De telles anomalies peuvent en partie être expliquées de par le fait que les offices de brevets sont confrontés à une recherche en antériorité ardue, voire impossible, en matière de logiciel. Il n'existe en effet aucune base de données documentaire pour les logiciels comme c'est le cas pour d'autres sciences, telle que la chimie par exemple, où les inventeurs consignent soigneusement leurs procédés expérimentaux. Il n'existe non plus aucune possibilité d'accès au code source fermé des logiciels propriétaires. Et ceci est encouragé par le système de brevets : la découverte de l'imitation d'un procédé logiciel est en effet facilitée si l'on peut consulter son code source, le code source étant assimilable à une partition en musique ou à une recette en cuisine, indiquant dans un langage compréhensible par un être humain, les étapes à suivre pour parvenir à un résultat. Ceci est d'ailleurs à l'origine de la crainte des développeurs de logiciels libres face au système de brevets logiciels. Tout logiciel libre étant diffusé avec son code source, il est à craindre que les détenteurs de brevets profitent de cet accès pour interdire l'utilisation de logiciels libres.

Mais le code source étant une description algorithmique, mathématique, des fonctionnalités remplies par un logiciel, la compréhension de l'effet produit par ces fonctionnalités n'est toutefois pas évidente.
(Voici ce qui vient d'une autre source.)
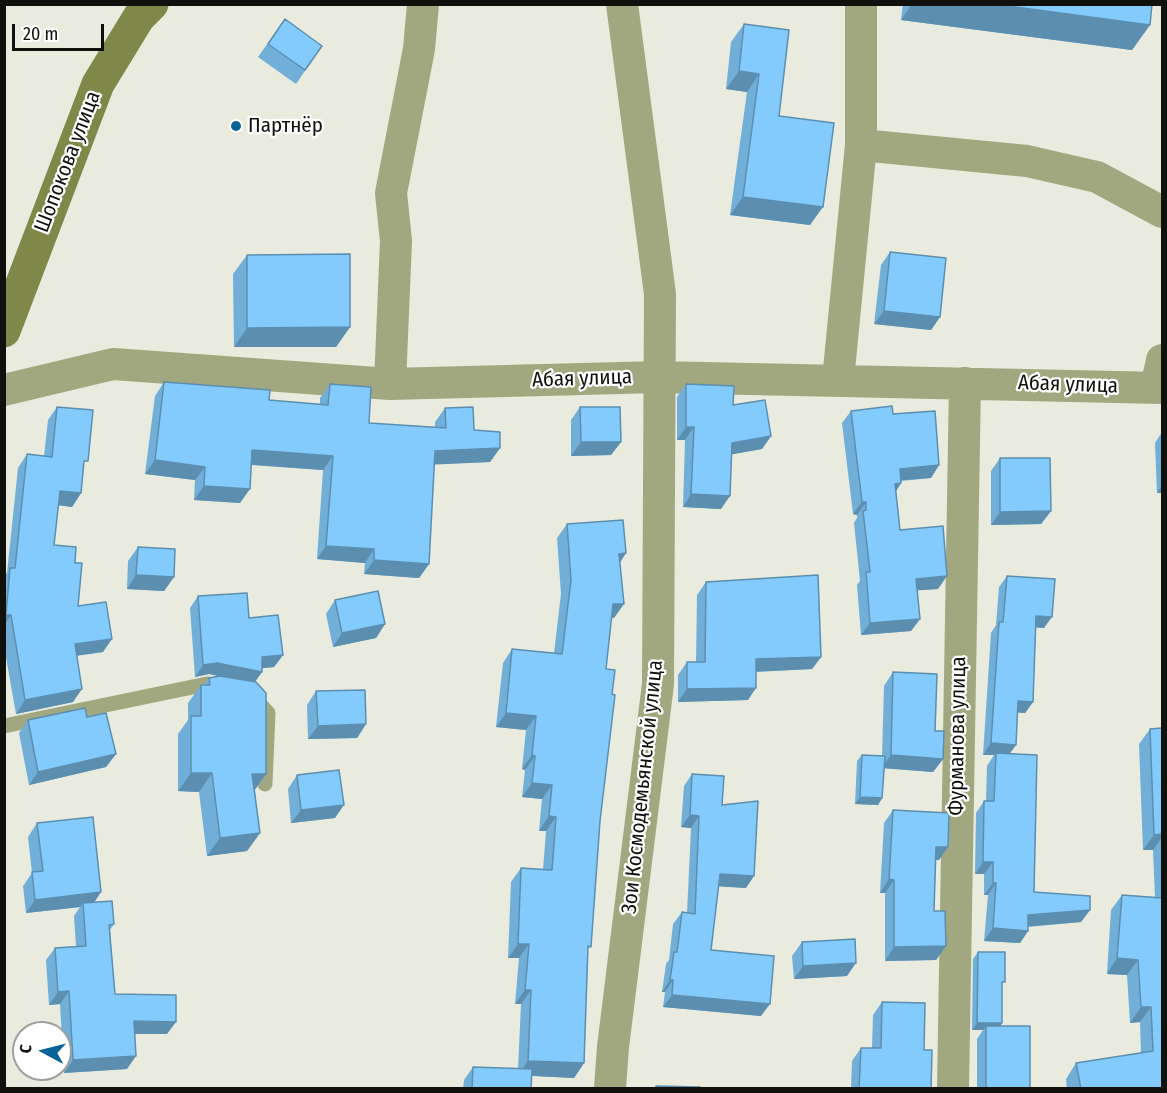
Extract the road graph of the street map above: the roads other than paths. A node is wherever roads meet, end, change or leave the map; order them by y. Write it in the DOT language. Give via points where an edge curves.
graph roads {
  1 [pos="152,4"];
  2 [pos="423,4"];
  3 [pos="622,4"];
  4 [pos="861,4"];
  5 [pos="861,145"];
  6 [pos="1162,212"];
  7 [pos="4,331"];
  8 [pos="659,377"];
  9 [pos="1160,379"];
  10 [pos="838,380"];
  11 [pos="965,382"];
  12 [pos="390,384"];
  13 [pos="4,390"];
  14 [pos="4,726"];
  15 [pos="265,784"];
  16 [pos="610,1089"];
  17 [pos="952,1089"];
  1 -- 7 [label="street, Шопокова улица" via="139,16 98,84"];
  2 -- 12 [label="street" via="419,49 391,193 396,241"];
  3 -- 8 [label="street, Зои Космодемьянской улица" via="660,294"];
  4 -- 5 [label="street"];
  5 -- 6 [label="street" via="1027,161 1097,177"];
  5 -- 10 [label="street"];
  8 -- 10 [label="street, Абая улица"];
  8 -- 12 [label="street, Абая улица"];
  8 -- 16 [label="street, Зои Космодемьянской улица" via="658,684"];
  9 -- 11 [label="street, Абая улица"];
  10 -- 11 [label="street, Абая улица"];
  11 -- 17 [label="street, Фурманова улица"];
  12 -- 13 [label="street, Абая улица" via="113,364"];
  14 -- 15 [label="lane" via="207,684 248,691 268,713"];
}
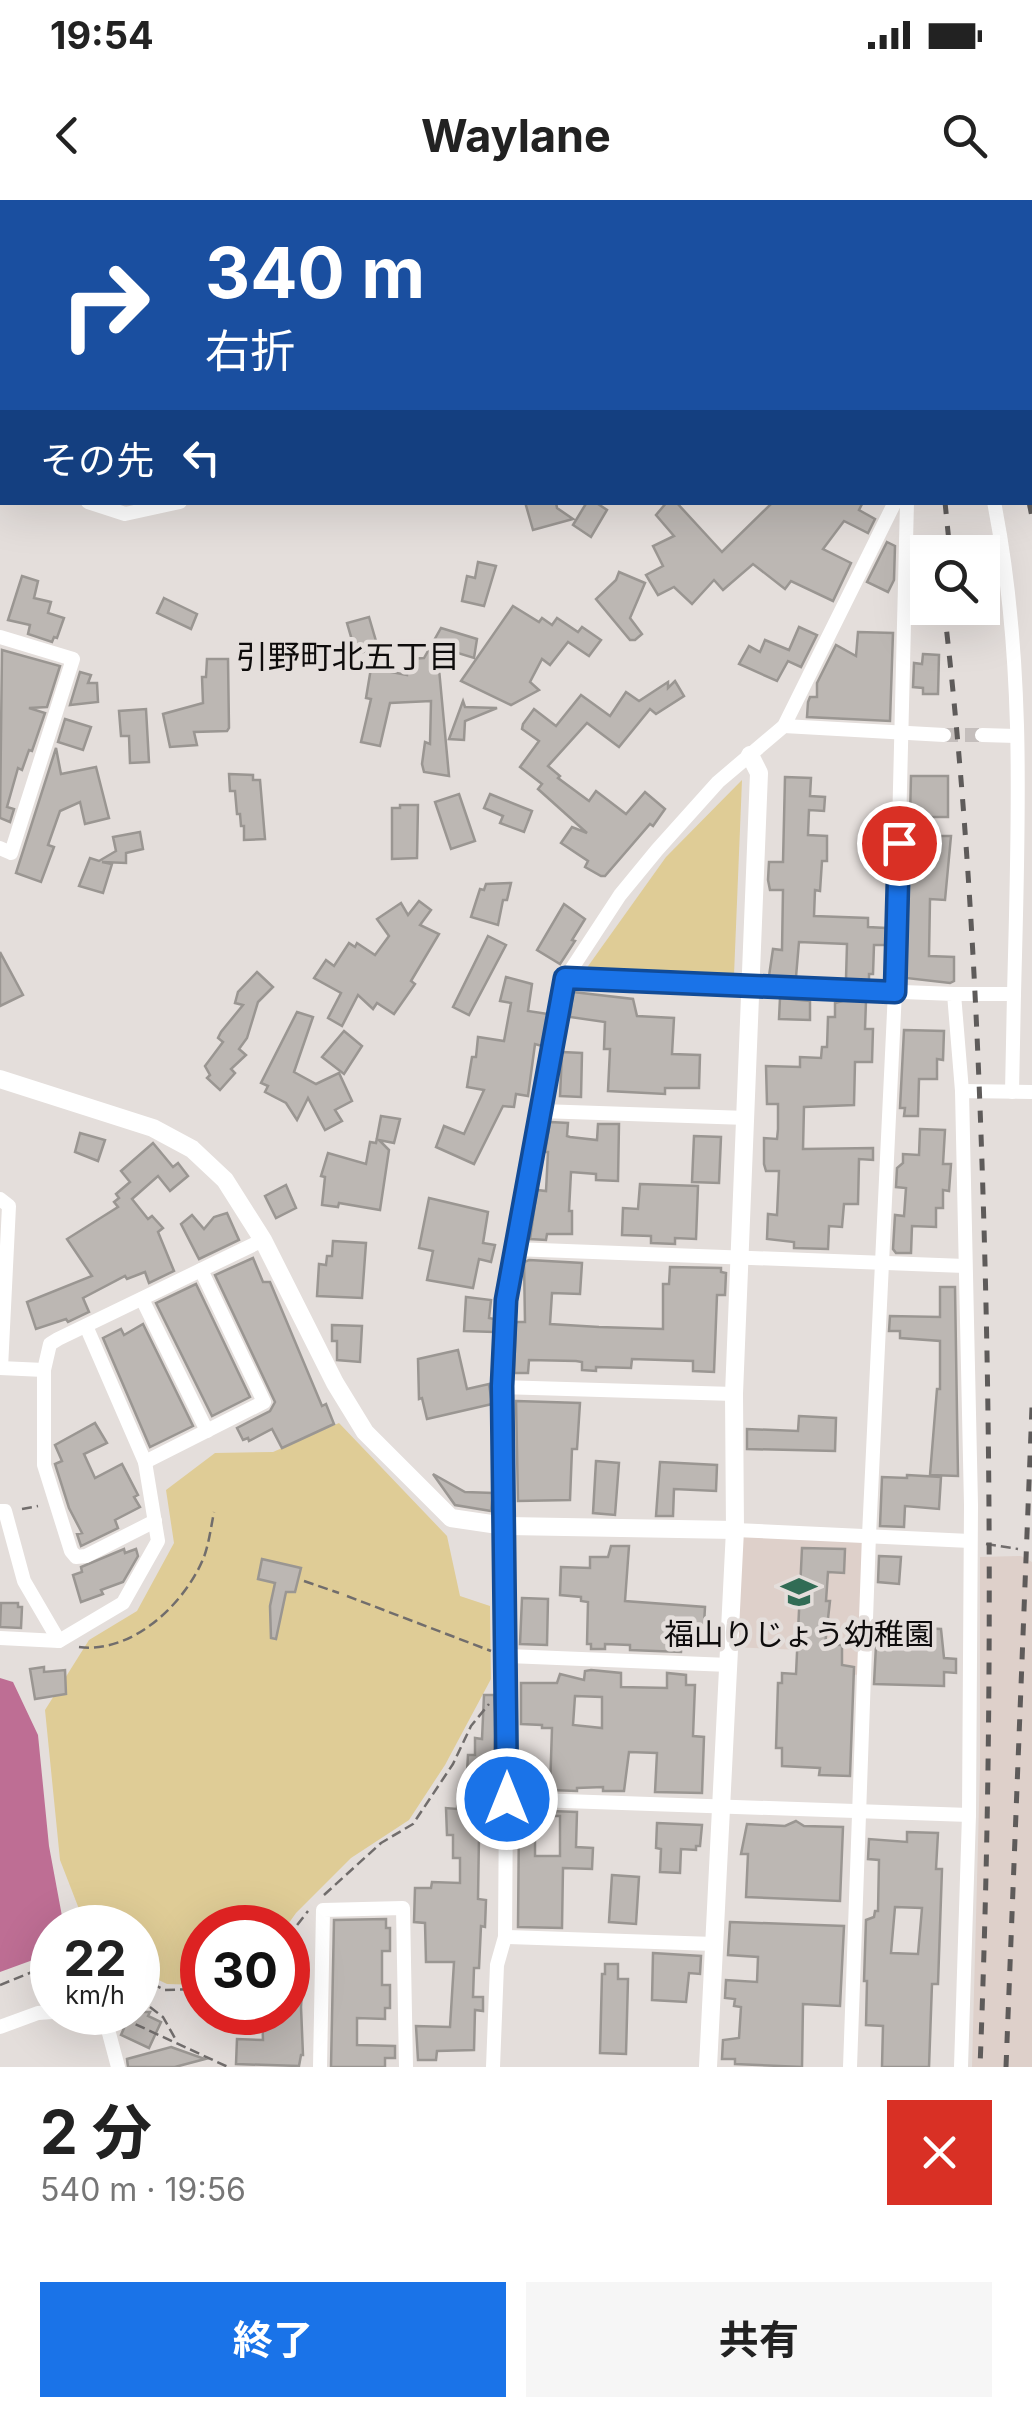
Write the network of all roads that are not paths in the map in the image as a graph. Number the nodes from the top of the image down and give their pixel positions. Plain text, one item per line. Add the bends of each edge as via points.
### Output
1 (154, 505) edge
2 (894, 505) edge
3 (907, 505) edge
4 (994, 505) edge
5 (127, 508) edge
6 (0, 636) edge
7 (784, 726) junction
8 (902, 732) junction
9 (944, 734) tunnel mouth
10 (982, 734) tunnel mouth
11 (1016, 736) junction
12 (750, 756) junction
13 (0, 848) edge
14 (565, 978) junction
15 (751, 985) junction
16 (895, 992) junction
17 (954, 994) junction
18 (1014, 994) junction
19 (0, 1079) edge
20 (962, 1091) junction
21 (1012, 1092) junction
22 (1032, 1092) edge
23 (540, 1110) junction
24 (747, 1118) junction
25 (0, 1199) edge
26 (263, 1240) junction
27 (514, 1248) junction
28 (742, 1256) junction
29 (881, 1262) junction
30 (965, 1266) junction
31 (201, 1270) junction
32 (142, 1299) junction
33 (86, 1326) junction
34 (0, 1368) edge
35 (44, 1370) junction
36 (502, 1386) junction
37 (734, 1394) junction
38 (207, 1431) junction
39 (145, 1462) junction
40 (3, 1511) edge
41 (155, 1521) junction
42 (505, 1526) junction
43 (735, 1530) junction
44 (869, 1535) junction
45 (970, 1541) junction
46 (0, 1638) edge
47 (59, 1641) junction
48 (504, 1655) junction
49 (729, 1665) junction
50 (507, 1799) junction
51 (722, 1805) junction
52 (860, 1811) junction
53 (969, 1815) junction
54 (504, 1937) junction
55 (714, 1944) junction
56 (30, 2016) edge
57 (0, 2027) edge
58 (109, 2035) edge
59 (118, 2067) edge
60 (320, 2067) edge
61 (406, 2067) edge
62 (493, 2067) edge
63 (708, 2067) edge
64 (850, 2067) edge
65 (961, 2067) edge

1 - 5 street
2 - 7 street
3 - 8 street
4 - 11 street via 1014,633
6 - 13 street via 74,659 11,852
7 - 8 street
7 - 12 street
8 - 9 street
8 - 16 street
10 - 11 street
11 - 18 street
12 - 14 street via 657,850
12 - 15 street via 759,773
14 - 15 street
14 - 23 street
15 - 16 street
15 - 24 street
16 - 17 street
16 - 29 street
17 - 18 street
17 - 20 street
18 - 21 street
19 - 26 street via 153,1128 192,1150 225,1180
20 - 21 street
20 - 30 street
21 - 22 street
23 - 24 street
23 - 27 street
24 - 28 street
25 - 34 street via 9,1206
26 - 31 street
26 - 42 street via 365,1432 451,1518
27 - 28 street
27 - 36 street
28 - 29 street
28 - 37 street
29 - 30 street
29 - 44 street
30 - 45 street
31 - 32 street
31 - 38 street via 264,1402
32 - 33 street
32 - 38 street
33 - 35 street via 50,1344
33 - 39 street
34 - 35 street
35 - 41 street via 44,1465 76,1557
36 - 37 street
36 - 42 street
37 - 43 street
38 - 39 street
39 - 41 street
40 - 47 street via 24,1581
41 - 47 street via 158,1541 123,1604
42 - 43 street
42 - 48 street
43 - 44 street
43 - 49 street
44 - 45 street
44 - 52 street
45 - 53 street
46 - 47 street
48 - 49 street
48 - 50 street
49 - 51 street
50 - 51 street
50 - 54 street
51 - 52 street
51 - 55 street
52 - 53 street
52 - 64 street
53 - 65 street
54 - 55 street
54 - 62 street
55 - 63 street
56 - 57 street
58 - 59 street
60 - 61 street via 323,1910 403,1908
Plus encore, ce qui gêne la recherche en antériorité pour un brevet logiciel réside dans le fait que les examinateurs ont rarement accès aux manuels et documentations qui , eux, décrivent de manière textuelle - presque littéraire parfois - les fonctions d'un logiciel. Là encore, il faut noter que les concepteurs de logiciels libres partent avec un handicap, puisqu'ils encouragent la publication d'une documentation libre accompagnant leurs logiciels.

Ainsi, la qualité douteuse des brevets logiciels existants diminue très fortement la valeur qu'on peut leur accorder pour mesurer les actifs immatériels d'une entreprise (cf. "Too many patents are just as bad for society as too few", article de Gary L. Reback, paru dans Forbes, le 24 juin 2002 http://www.forbes.com/asap/2002/0624/044.html).

Ceci revient à posséder de l'argent dans une monnaie qui n'a plus cours, on est ainsi en possession d'un moyen d'échange, mais ce moyen s'avère uniquement théorique, puisque la monnaie n'a plus de valeur.